Gordon Tullock (1994) theorizes that many services can be devolved to the neighborhood level, which could become a predominant level of government if policy permits. He notes that small-scale government is more in accord with individual preferences. Robert Nelson (1989) suggests that a neighborhood association could have the option of selling part or all the neighborhood, retaining flexible responses to changes in the real estate market and enabling the neighborhood to profit from new development. John Dewey (1927) wrote that democracy begins in the neighborhood community, with face-to-face associations. [173]

Decentralist ideas go far back in history to times even when government was not nearly so centralized. Thomas Jefferson (1816 [1984]) suggested that counties be divided into wards of sufficiently small size that every citizen could attend to public business and “act in person.” De Tocqueville (1981) stated that local civic activity in America was the heart of American democracy, since people more closely identified their own interest with local affairs.

However, these proposals and analysis concern only the decentralization of governmental functions without also providing the neighborhood with the political power of also electing the higher-level governance. Thus, the rent-seeking character of the public-choice process of mass-electing the municipal through national levels of government are left untouched. Cellular democracy provides a more radical change of the parameters of consent from contemporary mass democracy than the mere decentralization of administration.

First, it greatly simplifies the public’s voting choice by confining it to the candidates to the neighborhood level-1 council rather than voting for mayors, city councils, state legislatures, governors, Congress, president, and various local and state propositions. The greatly reduced cost and the personal acquaintance of the candidates reduces the incentives for voter ignorance and apathy.

Second, the rules of cellular democracy, such as council members being recallable and lower level councils able to secede from the jurisdiction of higher levels, provide incentives to decentralize governance to economically optimal levels. Third, the decentralization harnesses the localized knowledge, preferences, and entrepreneurship, and reduces the need for costly media messages. Fourth, by inducing local competition, cellular democracy provides the incentive to eliminate taxes with high excess burdens and shift public finance to user fees and site rents, similar to the financing of private communities.

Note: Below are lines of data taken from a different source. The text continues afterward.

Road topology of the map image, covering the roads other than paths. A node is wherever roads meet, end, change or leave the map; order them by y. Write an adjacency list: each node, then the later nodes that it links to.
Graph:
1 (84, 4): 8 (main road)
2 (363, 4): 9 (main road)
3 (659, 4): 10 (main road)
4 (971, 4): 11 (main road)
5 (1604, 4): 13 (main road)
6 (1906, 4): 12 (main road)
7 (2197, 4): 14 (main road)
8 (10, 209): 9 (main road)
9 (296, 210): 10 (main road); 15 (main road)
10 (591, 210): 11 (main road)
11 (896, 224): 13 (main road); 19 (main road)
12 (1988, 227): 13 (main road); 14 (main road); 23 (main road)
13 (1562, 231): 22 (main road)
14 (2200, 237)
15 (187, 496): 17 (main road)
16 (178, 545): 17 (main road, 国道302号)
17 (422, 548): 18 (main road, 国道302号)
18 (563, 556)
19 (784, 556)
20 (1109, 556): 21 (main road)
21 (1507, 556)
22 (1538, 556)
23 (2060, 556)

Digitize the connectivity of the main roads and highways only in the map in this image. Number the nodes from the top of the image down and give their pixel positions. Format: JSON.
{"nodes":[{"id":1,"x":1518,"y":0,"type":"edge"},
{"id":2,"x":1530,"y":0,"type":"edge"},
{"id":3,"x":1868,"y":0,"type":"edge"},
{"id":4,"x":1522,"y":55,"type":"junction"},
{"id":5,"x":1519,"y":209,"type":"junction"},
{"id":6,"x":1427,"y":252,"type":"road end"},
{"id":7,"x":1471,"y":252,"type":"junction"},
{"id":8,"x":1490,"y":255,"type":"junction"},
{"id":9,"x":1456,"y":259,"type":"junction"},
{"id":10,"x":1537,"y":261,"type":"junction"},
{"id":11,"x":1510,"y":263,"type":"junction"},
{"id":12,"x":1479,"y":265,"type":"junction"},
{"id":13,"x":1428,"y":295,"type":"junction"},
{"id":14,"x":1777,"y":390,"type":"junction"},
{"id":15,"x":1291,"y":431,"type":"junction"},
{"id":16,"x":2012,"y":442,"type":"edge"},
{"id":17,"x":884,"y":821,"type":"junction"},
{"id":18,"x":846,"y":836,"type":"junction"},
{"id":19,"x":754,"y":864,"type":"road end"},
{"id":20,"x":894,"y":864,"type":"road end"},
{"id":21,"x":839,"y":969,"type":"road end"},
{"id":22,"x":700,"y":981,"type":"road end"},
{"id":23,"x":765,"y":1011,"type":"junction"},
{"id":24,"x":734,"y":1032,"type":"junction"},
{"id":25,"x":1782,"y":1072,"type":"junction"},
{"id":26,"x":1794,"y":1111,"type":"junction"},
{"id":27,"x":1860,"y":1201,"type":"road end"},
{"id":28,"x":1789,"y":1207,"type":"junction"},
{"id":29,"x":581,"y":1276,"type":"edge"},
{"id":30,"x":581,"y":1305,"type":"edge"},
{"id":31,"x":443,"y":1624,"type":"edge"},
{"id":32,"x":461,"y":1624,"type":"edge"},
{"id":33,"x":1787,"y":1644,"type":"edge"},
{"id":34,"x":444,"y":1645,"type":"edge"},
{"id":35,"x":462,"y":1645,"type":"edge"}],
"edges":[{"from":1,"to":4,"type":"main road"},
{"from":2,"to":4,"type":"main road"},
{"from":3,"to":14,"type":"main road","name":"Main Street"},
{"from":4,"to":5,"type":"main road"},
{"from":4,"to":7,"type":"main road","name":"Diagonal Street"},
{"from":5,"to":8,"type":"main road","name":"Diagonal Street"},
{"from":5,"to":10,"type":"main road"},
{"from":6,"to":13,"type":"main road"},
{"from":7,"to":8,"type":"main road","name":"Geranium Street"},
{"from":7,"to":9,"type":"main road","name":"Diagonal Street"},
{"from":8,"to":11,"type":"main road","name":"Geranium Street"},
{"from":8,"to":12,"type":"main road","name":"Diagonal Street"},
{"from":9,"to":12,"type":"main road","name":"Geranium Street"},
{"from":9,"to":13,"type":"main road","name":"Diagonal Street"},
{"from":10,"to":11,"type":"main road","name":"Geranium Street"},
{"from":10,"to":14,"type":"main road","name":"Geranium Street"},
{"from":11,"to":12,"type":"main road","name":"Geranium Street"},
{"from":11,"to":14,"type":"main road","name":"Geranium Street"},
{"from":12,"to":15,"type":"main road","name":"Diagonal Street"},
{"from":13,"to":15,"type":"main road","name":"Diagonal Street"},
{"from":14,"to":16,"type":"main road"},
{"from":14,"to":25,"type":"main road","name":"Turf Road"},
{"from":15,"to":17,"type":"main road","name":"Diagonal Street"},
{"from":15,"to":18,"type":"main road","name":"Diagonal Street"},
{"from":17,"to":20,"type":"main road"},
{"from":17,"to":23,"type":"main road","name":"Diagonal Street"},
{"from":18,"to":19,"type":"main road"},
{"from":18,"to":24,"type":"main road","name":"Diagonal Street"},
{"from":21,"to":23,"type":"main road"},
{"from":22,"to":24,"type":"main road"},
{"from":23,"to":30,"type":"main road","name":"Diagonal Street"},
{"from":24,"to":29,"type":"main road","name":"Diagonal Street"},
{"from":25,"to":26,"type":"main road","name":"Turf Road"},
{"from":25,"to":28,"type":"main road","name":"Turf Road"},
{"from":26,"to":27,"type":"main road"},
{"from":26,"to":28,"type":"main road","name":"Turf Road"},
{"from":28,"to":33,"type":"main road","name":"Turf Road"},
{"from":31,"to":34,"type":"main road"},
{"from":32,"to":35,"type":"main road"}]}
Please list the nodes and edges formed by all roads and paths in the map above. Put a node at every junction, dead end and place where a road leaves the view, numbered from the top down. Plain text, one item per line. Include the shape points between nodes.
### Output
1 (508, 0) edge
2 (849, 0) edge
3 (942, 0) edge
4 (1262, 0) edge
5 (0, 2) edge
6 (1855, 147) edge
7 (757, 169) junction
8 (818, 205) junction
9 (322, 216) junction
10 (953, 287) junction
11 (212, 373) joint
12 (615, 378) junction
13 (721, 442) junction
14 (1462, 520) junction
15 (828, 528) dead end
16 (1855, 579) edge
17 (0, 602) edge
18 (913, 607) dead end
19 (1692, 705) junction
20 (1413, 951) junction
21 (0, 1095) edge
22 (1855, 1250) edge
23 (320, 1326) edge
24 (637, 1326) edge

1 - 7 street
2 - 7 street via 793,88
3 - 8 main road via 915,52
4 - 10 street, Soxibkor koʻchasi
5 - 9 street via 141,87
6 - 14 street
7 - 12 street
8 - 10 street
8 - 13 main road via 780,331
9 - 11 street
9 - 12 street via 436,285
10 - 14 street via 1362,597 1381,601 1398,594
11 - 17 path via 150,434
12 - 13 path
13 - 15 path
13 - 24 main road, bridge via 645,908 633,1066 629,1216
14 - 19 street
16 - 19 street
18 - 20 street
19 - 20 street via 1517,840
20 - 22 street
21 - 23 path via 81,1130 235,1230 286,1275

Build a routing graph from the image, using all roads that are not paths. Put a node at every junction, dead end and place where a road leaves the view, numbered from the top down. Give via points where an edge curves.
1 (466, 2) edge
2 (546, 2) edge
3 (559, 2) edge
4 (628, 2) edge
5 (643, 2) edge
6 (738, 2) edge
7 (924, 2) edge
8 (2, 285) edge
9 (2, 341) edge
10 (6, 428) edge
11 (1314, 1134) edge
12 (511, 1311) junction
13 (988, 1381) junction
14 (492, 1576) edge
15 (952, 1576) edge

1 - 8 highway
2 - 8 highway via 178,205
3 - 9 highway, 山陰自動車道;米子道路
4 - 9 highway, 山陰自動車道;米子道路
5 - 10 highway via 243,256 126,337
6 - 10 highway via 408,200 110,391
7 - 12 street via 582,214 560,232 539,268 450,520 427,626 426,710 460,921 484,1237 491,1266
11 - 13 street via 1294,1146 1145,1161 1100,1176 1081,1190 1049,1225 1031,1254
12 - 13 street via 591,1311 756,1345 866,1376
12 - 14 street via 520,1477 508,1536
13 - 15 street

The secession option, along with the small size of the councils, reduces the inefficiency of democratic governance. Collective governance has inherent inefficiencies relative to a rule by one person, but there are offsetting benefits. Democratic governance can foster community spirit, induce volunteer effort, and provide members with a voice. These benefits are more effective when the size is small. The Village of Arden, referred to above, is an example of a small community with democratic governance and much civic participation. At any rate, a cell in the structure can be a proprietary community run by a corporation, giving people a choice of living either in a democratic association or under one landlord.

The institutional concept of cellular democracy provides a basis for a comparative economic analysis of public choice in contrast to mass democracy. The knowledge and incentive aspects as well as the impact on the economy of mass democracy can thereby be better understood, Austrian theory offering additional insights due to its deeper investigation of the epistemics of rent seeking, its relationship to political capital, and disaggregated view of dynamic processes. The proposition that democracy, however flawed, has no better alternative, is insufficiently disaggregated, since democracy itself can have various structures, which impact outcomes in substantially differing ways.